Ok, that was a great video. I like encouragement and attention they were given. They weren't out just for a bit of playful exercise lead by a inattentive owner. It had to be so much more fulfilling then the walks where the person is focused on other things.


----------



## redog (Oct 14, 2005)

TejReider said:


> yeah man, i watched three times so far, thats some amazing stuff, I mean my pup listens but thats a whole new level of obedience!


I expect this out of my dogs in public everyday. except I use a leash. There is no better way to defend this breed than to display it properly


----------



## PittyGoBoom (Oct 14, 2013)

*Poor YELP! Reviews*



redog said:


> How bout that client list? you know hes doing something right


Not so sure about that. Tyson Kilmer has some of the worst reviews I have ever seen. Spend a little time Googling. Seems like you there is way more negative than positive feedback when it comes to his customers. :stick:

Looks like he spends a lot on PR to bury the negative.


----------



## redog (Oct 14, 2005)

PittyGoBoom said:


> Not so sure about that. Tyson Kilmer has some of the worst reviews I have ever seen. Spend a little time Googling. Seems like you there is way more negative than positive feedback when it comes to his customers. :stick:
> 
> Looks like he spends a lot on PR to bury the negative.

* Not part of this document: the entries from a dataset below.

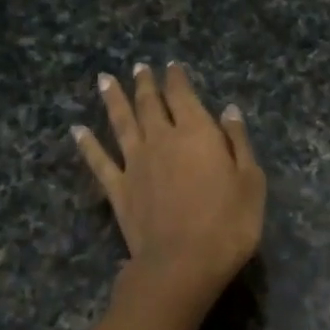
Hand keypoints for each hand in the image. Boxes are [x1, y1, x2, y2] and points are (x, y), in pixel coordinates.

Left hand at [74, 63, 265, 305]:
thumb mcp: (251, 181)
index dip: (177, 79)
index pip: (184, 96)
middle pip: (150, 104)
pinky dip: (87, 144)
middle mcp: (161, 140)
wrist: (183, 263)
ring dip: (113, 100)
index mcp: (197, 133)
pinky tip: (78, 131)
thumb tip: (229, 111)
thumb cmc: (228, 223)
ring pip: (121, 123)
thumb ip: (238, 142)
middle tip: (140, 67)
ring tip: (104, 80)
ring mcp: (135, 164)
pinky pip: (99, 161)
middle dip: (145, 84)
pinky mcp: (118, 190)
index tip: (171, 66)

Have you ever seen a positive yelp review? I sure haven't! The proof is in the pudding. Who's your trainer? Let me google that!


----------



## Sarah~ (Mar 13, 2013)

Hmmm... Interesting to see the difference of opinion between this forum and the other dog forum I post on. Here is positive, on there they don't like how he treats pit bulls or how he talks about women.


----------